Westwood good value to turn over DJ
This looks like an effective match-up and while Westwood is obviously the outsider against the tournament favourite and defending champion, he makes plenty of appeal at these odds. He's enjoying a wonderful run, competing in the best of company, and knows this track like the back of his hand.
Eight of Lee's last 11 Masters openers were under-par, with only one over par. Seven of his last eight opening rounds were 70 or better. Three of those came in elite events, where he finished runner-up. Of course Dustin sets a very high standard but he comes in off a few bad results and doesn't have an amazing opening round record here.
Austrian's course record is eye-catching
There is arguably no more difficult track in the world to be a debutant, or that takes longer to learn. With that in mind, the outsider of three very much appeals here. Wiesberger has started well at Augusta, making all five cuts and registering a pair of top-25 finishes.

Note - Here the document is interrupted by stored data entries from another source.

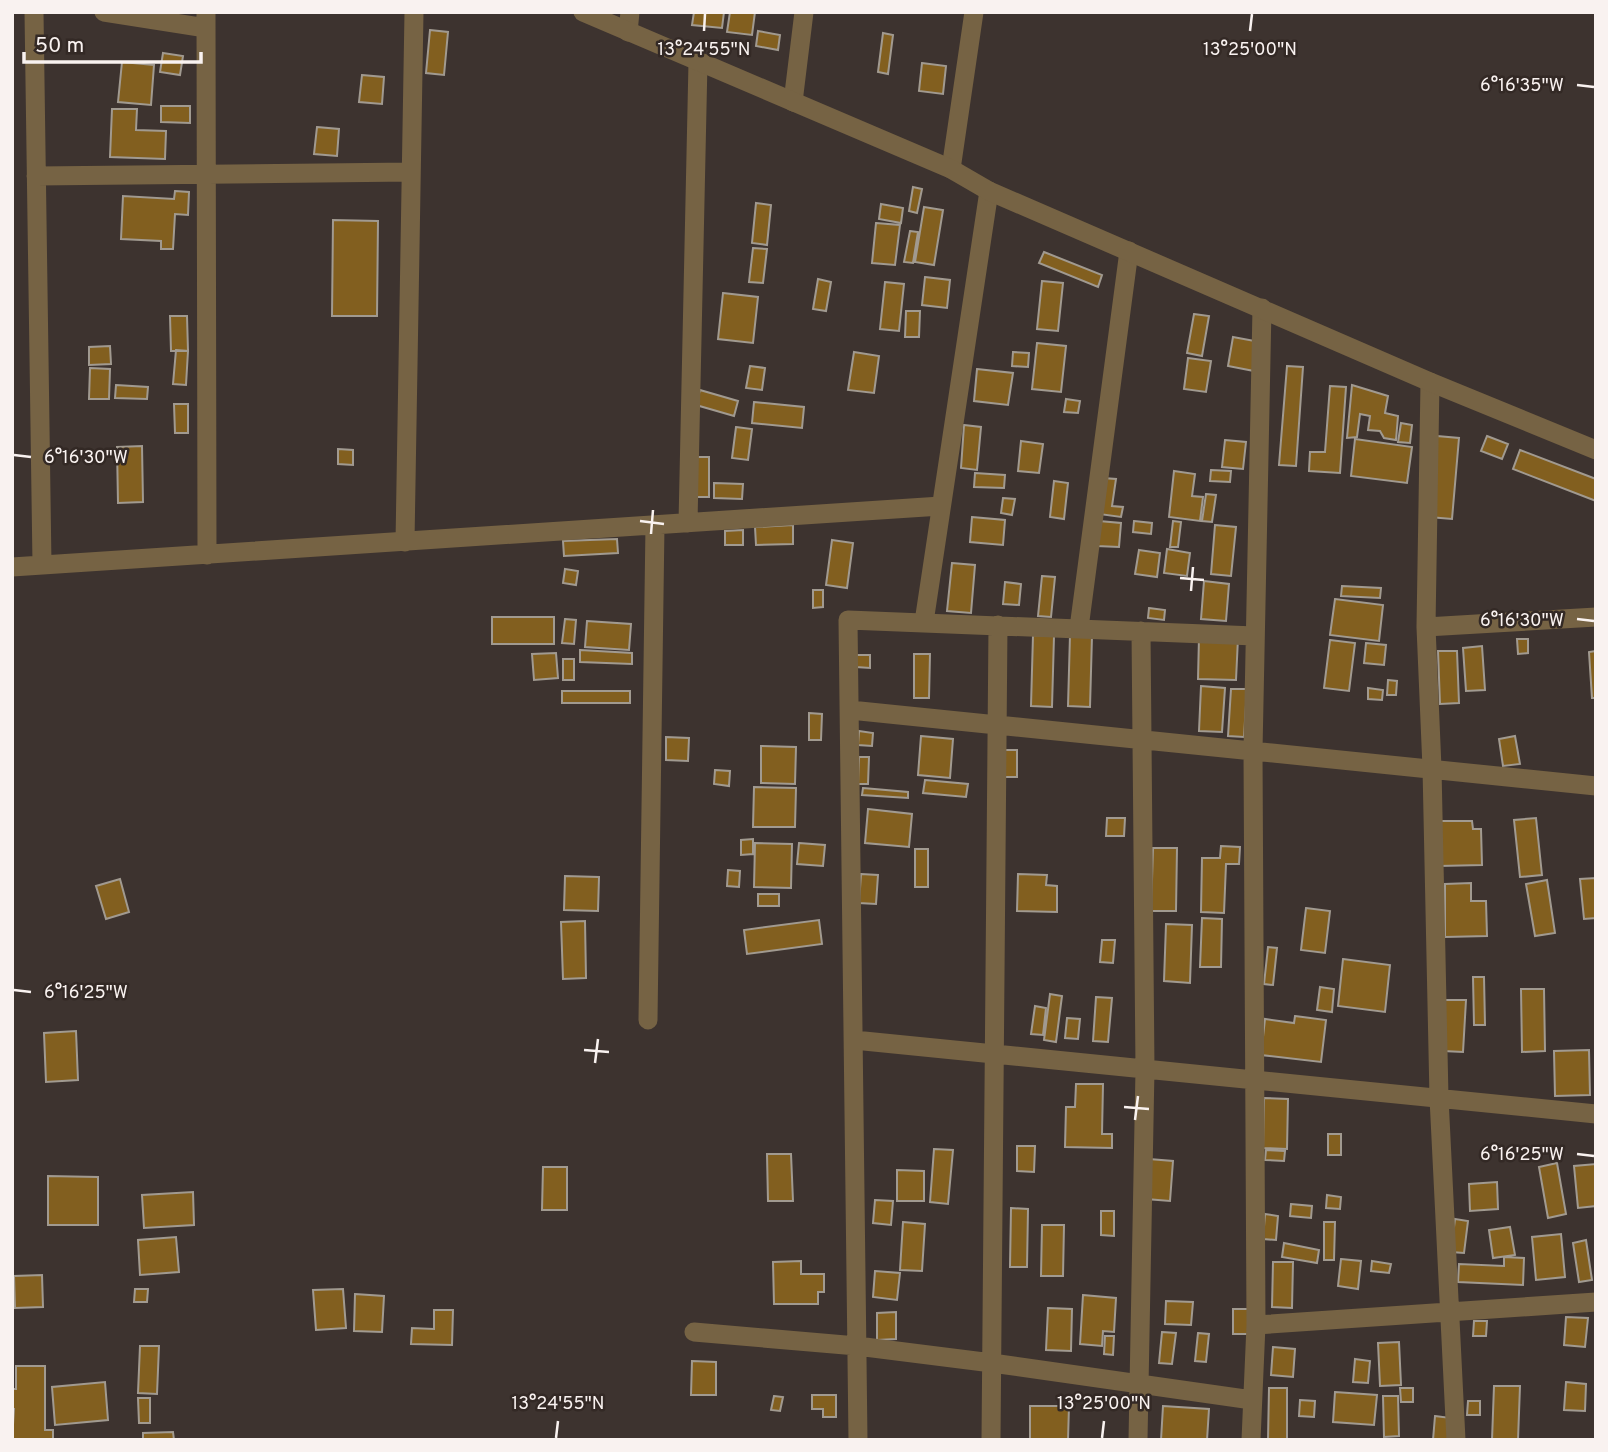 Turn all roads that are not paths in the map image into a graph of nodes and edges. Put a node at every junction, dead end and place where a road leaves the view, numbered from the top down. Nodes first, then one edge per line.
1 (34, 12) edge
2 (104, 12) edge
3 (414, 12) edge
4 (583, 12) edge
5 (804, 12) edge
6 (974, 12) edge
7 (206, 20) edge
8 (629, 22) edge
9 (698, 62) junction
10 (793, 102) junction
11 (951, 170) junction
12 (411, 172) junction
13 (206, 174) junction
14 (36, 176) junction
15 (989, 191) junction
16 (1129, 251) junction
17 (1262, 308) junction
18 (1430, 382) junction
19 (1596, 450) edge
20 (941, 506) junction
21 (688, 523) junction
22 (655, 525) junction
23 (405, 542) junction
24 (207, 555) junction
25 (42, 565) junction
26 (12, 567) edge
27 (1596, 617) edge
28 (924, 622) junction
29 (998, 625) junction
30 (1426, 627) junction
31 (1079, 628) junction
32 (1141, 631) junction
33 (1255, 636) junction
34 (850, 710) junction
35 (997, 724) junction
36 (1143, 738) junction
37 (1253, 751) junction
38 (1432, 768) junction
39 (1596, 786) edge
40 (648, 1020) dead end
41 (854, 1040) junction
42 (995, 1055) junction
43 (1145, 1069) junction
44 (1254, 1080) junction
45 (1439, 1098) junction
46 (1596, 1114) edge
47 (1596, 1302) edge
48 (1451, 1313) junction
49 (1256, 1325) junction
50 (694, 1332) dead end
51 (857, 1346) junction
52 (992, 1363) junction
53 (1139, 1384) junction
54 (1252, 1400) junction
55 (858, 1440) edge
56 (991, 1440) edge
57 (1138, 1440) edge
58 (1251, 1440) edge
59 (1456, 1440) edge

1 - 14 street
2 - 7 street
3 - 12 street
4 - 8 street
5 - 10 street
6 - 11 street
7 - 13 street
8 - 9 street
9 - 10 street
9 - 21 street
10 - 11 street
11 - 15 street
12 - 13 street
12 - 23 street
13 - 14 street
13 - 24 street
14 - 25 street
15 - 16 street
15 - 20 street
16 - 17 street
16 - 31 street
17 - 18 street
17 - 33 street
18 - 19 street
18 - 30 street
20 - 21 street
20 - 28 street
21 - 22 street
22 - 23 street
22 - 40 street
23 - 24 street
24 - 25 street
25 - 26 street
27 - 30 street
28 - 29 street
28 - 34 street
29 - 31 street
29 - 35 street
30 - 38 street
31 - 32 street
32 - 33 street
32 - 36 street
33 - 37 street
34 - 35 street
34 - 41 street
35 - 36 street
35 - 42 street
36 - 37 street
36 - 43 street
37 - 38 street
37 - 44 street
38 - 39 street
38 - 45 street
41 - 42 street
41 - 51 street
42 - 43 street
42 - 52 street
43 - 44 street
43 - 53 street
44 - 45 street
44 - 49 street
45 - 46 street
45 - 48 street
47 - 48 street
48 - 49 street
48 - 59 street
49 - 54 street
50 - 51 street
51 - 52 street
51 - 55 street
52 - 53 street
52 - 56 street
53 - 54 street
53 - 57 street
54 - 58 street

No miracles are expected from Ortiz, in his opening round on debut. Mackenzie Hughes is making only his second visit, following a disastrous 79/80 four years ago. He's a better player now, and to be fair often starts tournaments well, but I'd rather have the Austrian's form in the book.

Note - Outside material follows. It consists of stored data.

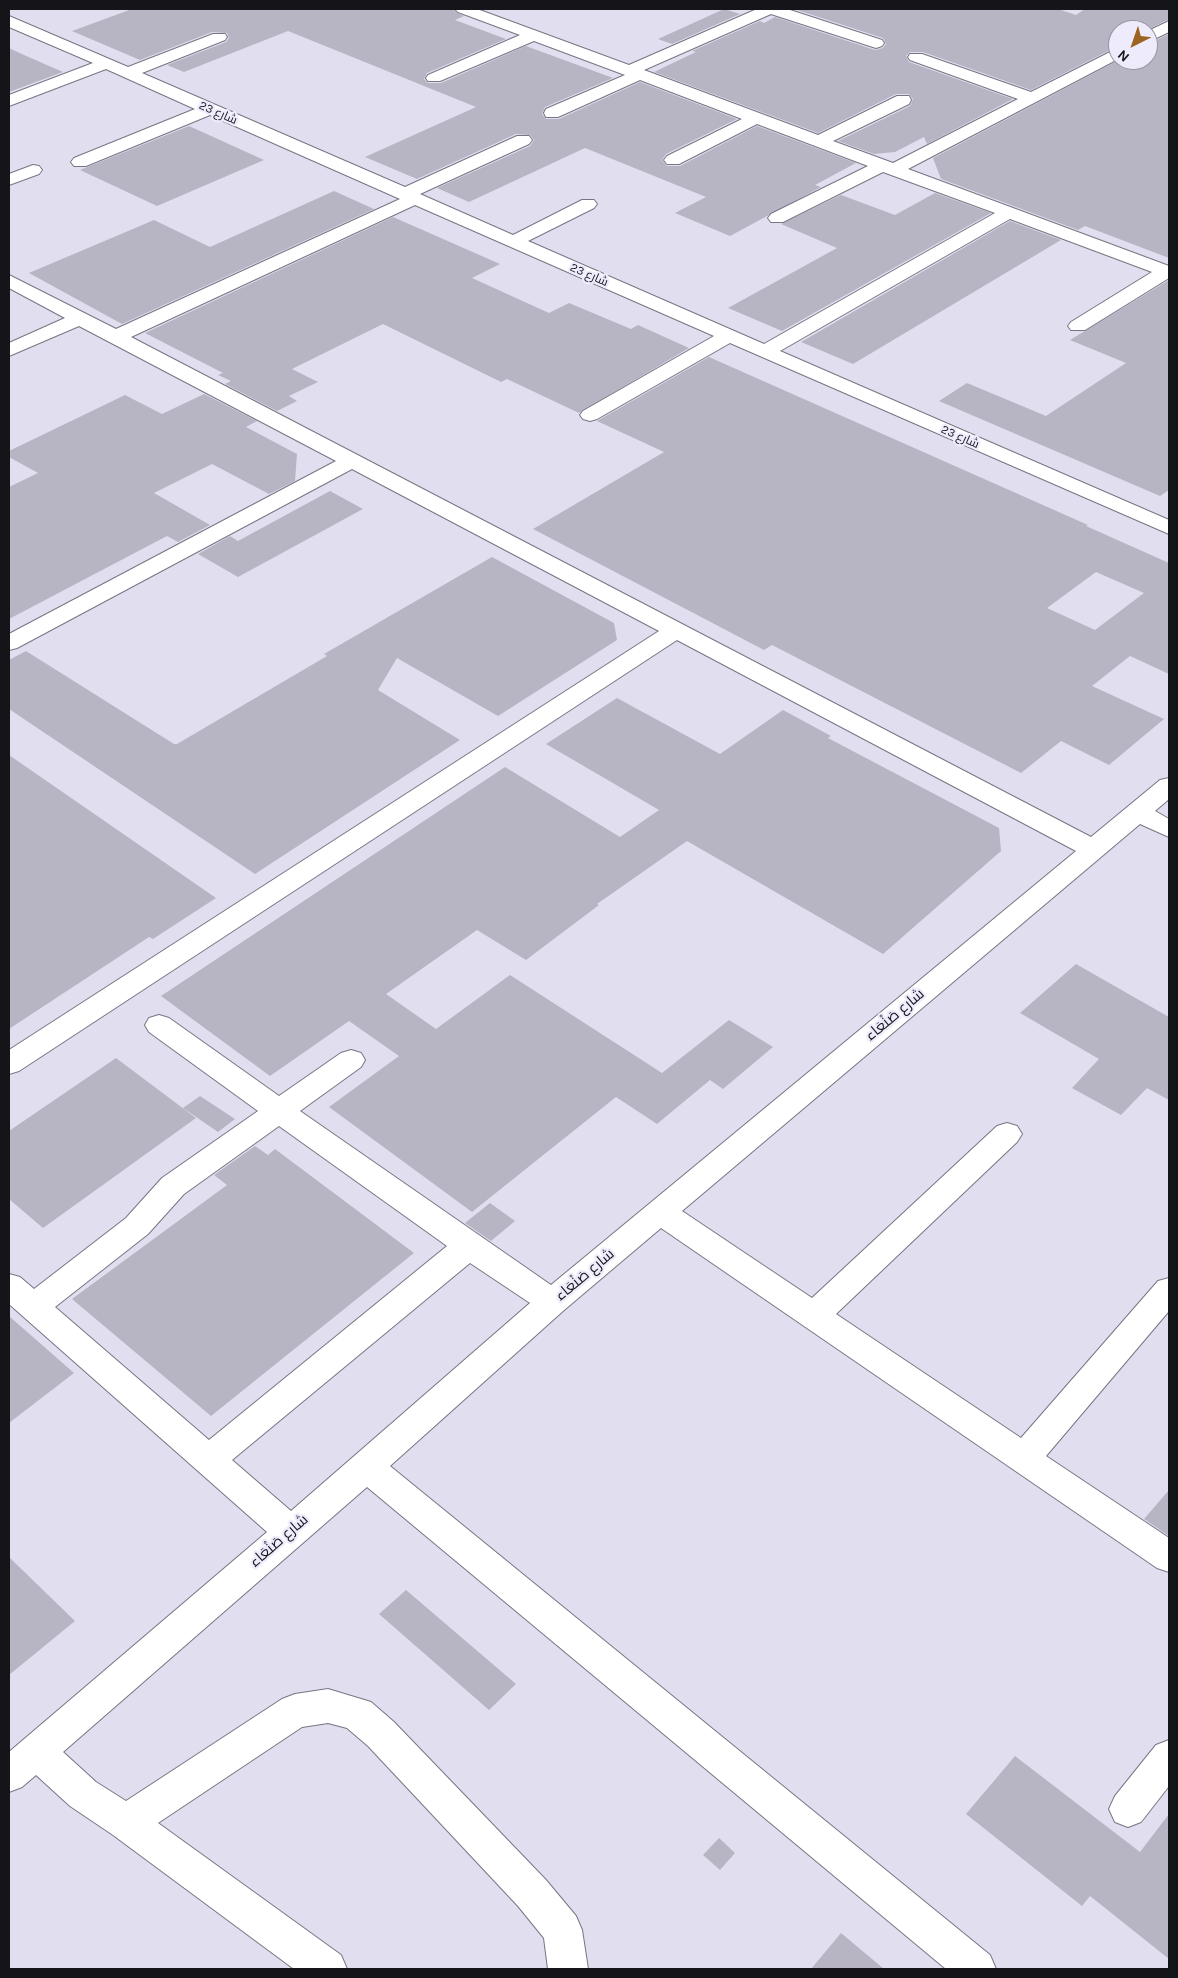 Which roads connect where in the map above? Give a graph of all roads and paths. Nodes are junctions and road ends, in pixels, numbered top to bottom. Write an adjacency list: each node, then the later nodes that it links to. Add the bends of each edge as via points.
1 (464, 9): 4 (street)
2 (770, 9): 6 (street); 10 (street)
3 (9, 21): 9 (street, شارع 23)
4 (534, 34): 10 (street); 12 (street)
5 (219, 37): 11 (street)
6 (876, 43)
7 (916, 57): 13 (street)
8 (1108, 58): 13 (street)
9 (106, 64): 11 (street, شارع 23); 15 (street)
10 (636, 72): 17 (street); 18 (street)
11 (127, 73): 16 (street, شارع 23)
12 (434, 78)
13 (1032, 98): 24 (street)
14 (903, 100): 21 (street)
15 (9, 101)
16 (209, 109): 23 (street); 27 (street, شارع 23)
17 (552, 113)
18 (757, 118): 21 (street); 22 (street)
19 (505, 135): 27 (street)
20 (522, 140): 27 (street)
21 (818, 142): 24 (street)
22 (673, 160)
23 (80, 162)
24 (887, 168): 29 (street); 30 (street)
25 (33, 170): 26 (street)
26 (9, 180)
27 (402, 193): 31 (street, شارع 23); 37 (street)
28 (588, 204): 31 (street)
29 (1008, 213): 32 (street); 39 (street)
30 (777, 218)
31 (513, 242): 36 (street, شارع 23)
32 (1168, 271): 35 (street)
33 (9, 281): 34 (street)
34 (80, 318): 37 (street); 38 (street)
35 (1078, 326)
36 (729, 336): 39 (street, شارع 23); 40 (street)
37 (115, 337): 41 (street)
38 (9, 350)
39 (765, 351): 42 (street, شارع 23)
40 (590, 415)
41 (354, 460): 43 (street); 44 (street)
42 (1169, 528)
43 (677, 630): 48 (street); 51 (street)
44 (9, 643)
45 (1169, 786): 46 (street, شارع صَنْعَاء)
46 (1137, 812): 47 (street); 48 (street, شارع صَنْعَاء)
47 (1169, 829)
48 (1093, 849): 54 (street, شارع صَنْعَاء)
49 (158, 1025): 52 (street)
50 (351, 1060): 52 (street)
51 (9, 1064)
52 (279, 1111): 55 (street); 59 (street, via 173,1186 137,1226)
53 (1007, 1134): 60 (street)
54 (661, 1212): 58 (street, شارع صَنْعَاء); 60 (street)
55 (469, 1246): 58 (street); 62 (street)
56 (9, 1286): 59 (street)
57 (1169, 1290): 61 (street)
58 (552, 1302): 63 (street, شارع صَنْعَاء)
59 (33, 1307): 62 (street)
60 (814, 1316): 61 (street)
61 (1024, 1458): 65 (street)
62 (208, 1460): 64 (street)
63 (366, 1467): 64 (street, شارع صَنْعَاء); 73 (street)
64 (290, 1531): 66 (street, شارع صَنْعَاء)
65 (1169, 1557)
66 (37, 1752): 68 (street, شارع صَنْعَاء); 70 (street, via 83,1794)
67 (1169, 1757): 69 (street)
68 (9, 1775)
69 (1128, 1809)
70 (126, 1822): 71 (street); 72 (street, via 295,1711 328,1706 358,1714 381,1734 562,1930)
71 (327, 1969)
72 (568, 1969)
73 (976, 1969)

Couples to turn back the clock again
For decades, backing Fred Couples in side markets at Augusta was a goldmine. The last two Masters saw him flop and, now aged 61, expectations have been lowered. Nevertheless winning this group is well within his range. Ollie Osborne was runner-up in last year's US Amateur Championship but he's well down that list and is really up against it on debut.
Francesco Molinari threw this title away two years ago but that was his only top-10 finish and his game was in much better shape then. He was hitting it further, thus negating a perennial weakness around this course. This time he comes in off bad missed cuts in big Florida events where had excellent previous form.
Sheffler looks strong
With similar thoughts to Couples in mind, I was hoping Phil Mickelson might be available at big odds in a really strong group. Whether this year or not, I expect he will turn back the clock plenty of times around a course that drew the best out of him, perhaps more than any. This is pretty strong but he makes no appeal at less than 4.03/1.
Fleetwood has brought his A-game to majors before but I'd prefer his chances in a US Open, where there is generally more emphasis on ball-striking than short game. Tommy's four efforts here include two top-20s but he's not somebody I rate as a frontline contender.
Scheffler is stronger for me. Top-20 on debut, long off the tee, in great form after finishing runner-up in the World Matchplay and fifth at the Workday.